The following is my letter to the editor of the Standard Bearer regarding Kortering's article:
<<David J. Engelsma, editor
Grandville, MI 49418
October 6, 1999
Letter to the Editor
Jason Kortering, in his article "Missions and Polemics - the Language to Be Used" (SB, Vol. 76, No. 1) made some concluding statements that need clarification. In talking about the "inclination to err in connection with polemics" (p. 9), Kortering mentions what he calls "the first love radicalism." To illustrate his point, he said, "I have seen this in those who come to the Reformed faith from Arminianism. I have shuddered to see how they treated their home church in the process of leaving. No language was too strong, no judgment too severe."
These statements raise many questions. He talks of the "Reformed faith" in contrast with "Arminianism." Does he consider Arminianism to be just another version of the true faith? From what he said earlier in the article, it seems so: "It is exciting to come to the faith, especially for a person to come to the Reformed faith." What is the difference between "the faith" and "the Reformed faith"? Is Kortering saying that "the Reformed faith" is some kind of higher, more consistent faith than merely "the faith"? Does he think that those who believe in universal atonement - who believe that the difference between heaven and hell is not the work of Christ but is the work of the sinner - have the same kind of faith (but are just a little less consistent) as those in "the Reformed faith"? Does he think that the doctrine of salvation conditioned on the atoning blood and imputed righteousness of Christ alone - the very gospel of grace - is something that is only believed later in a Christian's life and that a Christian can believe one or more of the doctrines of Arminianism for a time after regeneration?
Kortering has "shuddered" at how the "first love radicals," with their strong language and severe judgment, treated their former Arminian "home church." Over what kind of language and judgment does Kortering shudder? Does he shudder to hear these people say that Arminianism is a damnable heresy? Does he shudder to hear them say that they were lost when they believed what their former church believed? Does he shudder to hear them say that all those who believe in salvation conditioned on the sinner - which includes all who believe even one of the doctrines of Arminianism - are lost and their deeds are evil? Does he shudder to hear them say that their former church is of Satan? Is this the strong language that Kortering abhors?
The Bible contains such strong language. In the gospel, the righteousness of God is revealed (Romans 1:17). All who are ignorant of the righteousness of God revealed in the gospel are going about to establish their own righteousness and have not submitted themselves unto the righteousness of God (Romans 10:3). If anyone preaches another gospel, he is accursed (Galatians 1:8-9). If anyone does not abide in the doctrine of Christ, he does not have God (2 John 9). Those churches that deny the truth of the gospel are synagogues of Satan (Revelation 2:9). And Jesus used strong language against the self-righteous religionists of his day, saying that their father was the Devil (John 8:44).

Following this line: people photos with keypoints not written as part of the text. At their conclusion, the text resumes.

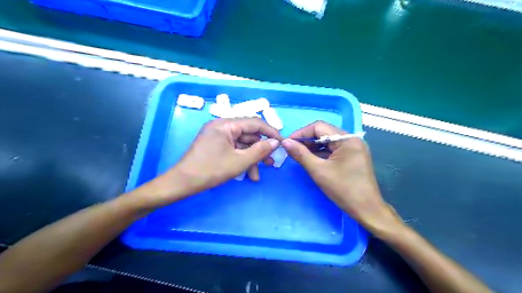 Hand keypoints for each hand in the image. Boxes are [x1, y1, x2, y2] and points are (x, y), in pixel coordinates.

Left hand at [159, 118, 283, 197]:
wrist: (182, 183)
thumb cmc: (211, 170)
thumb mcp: (239, 162)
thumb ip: (260, 151)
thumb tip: (276, 143)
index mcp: (226, 124)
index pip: (254, 123)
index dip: (270, 132)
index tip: (282, 142)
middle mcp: (222, 126)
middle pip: (248, 135)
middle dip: (260, 150)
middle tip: (271, 162)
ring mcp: (218, 136)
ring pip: (242, 144)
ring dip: (251, 159)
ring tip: (257, 175)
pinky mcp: (216, 145)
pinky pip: (234, 149)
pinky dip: (241, 160)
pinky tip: (247, 174)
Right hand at [282, 121, 400, 233]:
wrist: (367, 209)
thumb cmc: (343, 189)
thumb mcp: (318, 171)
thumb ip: (301, 154)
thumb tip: (285, 142)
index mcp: (347, 139)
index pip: (319, 127)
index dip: (301, 133)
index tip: (288, 142)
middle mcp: (352, 139)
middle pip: (324, 132)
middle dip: (307, 140)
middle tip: (292, 149)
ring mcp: (354, 147)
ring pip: (328, 141)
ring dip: (313, 146)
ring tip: (300, 155)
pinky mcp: (353, 156)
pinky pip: (334, 149)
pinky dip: (322, 152)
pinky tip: (312, 159) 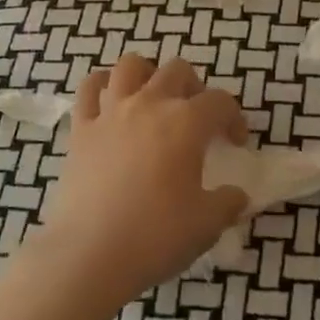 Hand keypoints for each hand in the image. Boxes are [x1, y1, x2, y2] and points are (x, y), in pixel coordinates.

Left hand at [30, 54, 249, 308]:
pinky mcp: (81, 127)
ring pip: (131, 66)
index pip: (220, 102)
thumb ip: (227, 204)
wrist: (90, 253)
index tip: (235, 142)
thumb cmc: (155, 236)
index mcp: (186, 123)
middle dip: (194, 87)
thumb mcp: (206, 225)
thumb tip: (237, 196)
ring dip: (147, 73)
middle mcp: (149, 104)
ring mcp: (112, 111)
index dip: (234, 117)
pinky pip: (89, 88)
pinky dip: (101, 85)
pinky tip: (109, 100)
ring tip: (153, 97)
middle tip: (197, 117)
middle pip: (177, 71) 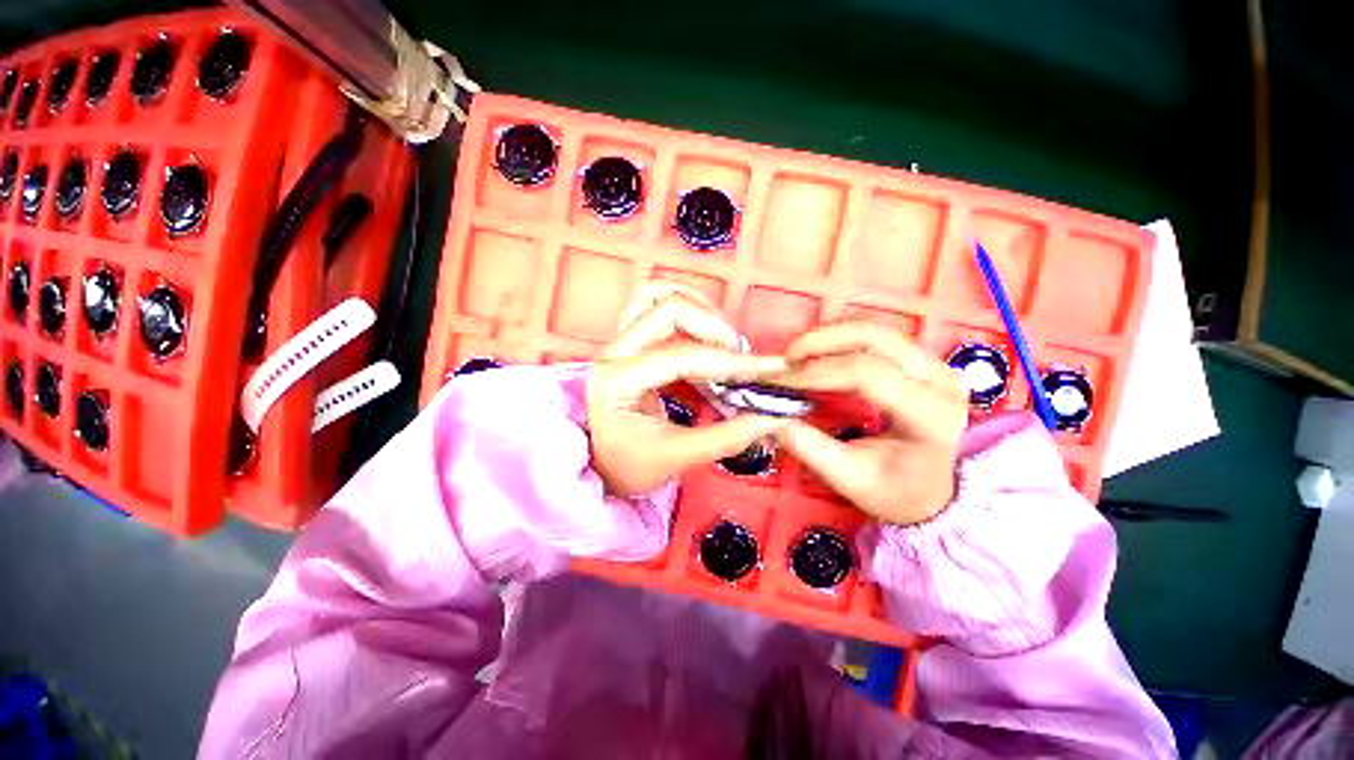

Arminians and any who believe even one of the doctrines of Arminianism do not believe that Christ's work alone is the ground of salvation. They preach another gospel. They do not abide in the doctrine of Christ. Their churches are synagogues of Satan. Their father is the Devil. They are lost, and their deeds are evil. Do these Biblical truths make Kortering shudder? Does he think that those who believe in salvation conditioned on the sinner (which includes all who believe universal atonement) are in "the faith" but have just not yet arrived at the "Reformed faith"?
Does Kortering rejoice with these "first love radicals" that God has saved them out of false religion, or does he tell them that their enemies in their former church are actually their brothers in Christ?
Kortering twice quoted J. Gresham Machen favorably as an example of how Christians should approach polemics. Yet in the same book from which Kortering obtained one of the quotes, Machen said, "Another difference of opinion is that between the Calvinistic or Reformed Theology and the Arminianism which appears in the Methodist church. ... A Calvinist is constrained to regard the Arminian theology as a serious impoverishment of the Scripture doctrine of divine grace; and equally serious is the view which the Arminian must hold as to the doctrine of the Reformed Churches. Yet here again, true evangelical fellowship is possible between those who hold, with regard to some exceedingly important matters, sharply opposing views" (Christianity and Liberalism, pp. 51-52). Machen considered Arminianism to be serious error, but he did not consider Arminians to be lost. He believed that he and Arminians believed the same gospel. Is this what Kortering believes?
I would welcome a response from Mr. Kortering on this life-and-death issue. I am also very interested in where the Protestant Reformed Churches as a denomination stand on this.
Marc D. Carpenter
And just yesterday, I got a response from David Engelsma saying this:
<<October 19, 1999
Dear Mr. Carpenter:
Your letter of October 6 will not be published in the Standard Bearer.
I have forwarded it to the author of the article of which you are critical.